Is there any formula for $(ab)^n$ involving $a^nb^n$ for any natural number $n$? That is, some formula like $(ab)^n = a^nb^nf(a,b)$ for some function of $a$ and $b$.
Please not those "modulo" some subgroups formulas! Like $$ (ab)^n \equiv a^nb^n \pmod{H}, $$ where $H \leq G$
Thanks in advance.
There are some formulas* and they involve (often unknown) commutators. Sometimes there are particularly nice formulas, but they hold in $p$-groups and for things of the form $(ab)^{p^n}$, so they do not hold for arbitrary powers.
Some example formuals are:
If $G$ is nilpotent of class at most two then the identity $$(xy)^m=x^my^m[y,x]^{m\choose2}$$ holds. Which is really pretty. You can generalise this, via the Hall-Petresco formula, to groups of higher class, but the cost here is more commutators.

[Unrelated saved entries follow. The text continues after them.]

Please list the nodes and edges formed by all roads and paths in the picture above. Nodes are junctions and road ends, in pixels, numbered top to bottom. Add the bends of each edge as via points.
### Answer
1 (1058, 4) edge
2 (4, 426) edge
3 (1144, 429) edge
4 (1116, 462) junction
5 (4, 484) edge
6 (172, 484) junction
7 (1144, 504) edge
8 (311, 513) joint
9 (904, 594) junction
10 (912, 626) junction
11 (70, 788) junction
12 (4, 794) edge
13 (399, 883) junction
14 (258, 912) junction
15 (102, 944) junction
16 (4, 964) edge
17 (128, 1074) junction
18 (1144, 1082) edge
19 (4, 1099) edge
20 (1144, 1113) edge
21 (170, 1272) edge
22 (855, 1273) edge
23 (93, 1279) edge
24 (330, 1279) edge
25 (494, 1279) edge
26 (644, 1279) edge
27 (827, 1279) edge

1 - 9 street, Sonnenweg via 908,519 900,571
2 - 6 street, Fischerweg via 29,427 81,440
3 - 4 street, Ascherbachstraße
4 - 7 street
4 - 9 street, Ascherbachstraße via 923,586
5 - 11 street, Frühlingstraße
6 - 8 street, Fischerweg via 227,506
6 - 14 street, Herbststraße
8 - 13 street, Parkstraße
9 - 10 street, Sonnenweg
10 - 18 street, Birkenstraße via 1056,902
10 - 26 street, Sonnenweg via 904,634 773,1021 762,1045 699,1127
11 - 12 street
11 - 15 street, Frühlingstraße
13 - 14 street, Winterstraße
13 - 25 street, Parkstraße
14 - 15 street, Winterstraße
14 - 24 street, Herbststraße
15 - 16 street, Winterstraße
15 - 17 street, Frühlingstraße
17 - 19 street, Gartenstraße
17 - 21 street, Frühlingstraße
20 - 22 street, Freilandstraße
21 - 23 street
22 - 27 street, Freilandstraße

If $G$ is any group then we have the Hall-Petresco formula, as mentioned in the comments: $$x^my^m=(xy)^mc_2^{m\choose {2}}c_3^{m\choose {3}}\cdots c_{m-1}^{m\choose {m-1}}c_m.$$ Here each $c_i$ is contained in the $i^{th}$ subgroup of the decending central series for the group $G$. See Section 12.3 of M. Hall (1959), The theory of groups, Macmillan, MR 0103215. This book also contains some useful formulas for regular $p$-groups. Note that it is Philip Hall after whome the formula is named, while Marshall Hall wrote a book (and did other stuff too!).
You can find other formulas in the first section of the book C. Leedham-Green, S. McKay (2002) The Structure of Groups of Prime Power Order, Oxford University Press, and also in the book Y. Berkovich (2008) Groups of Prime Power Order Volume 1 (Appendix 1 of this book proves the Hall-Petresco formula).
*or formulae, if you want to be correct but also sound slightly pretentious :-)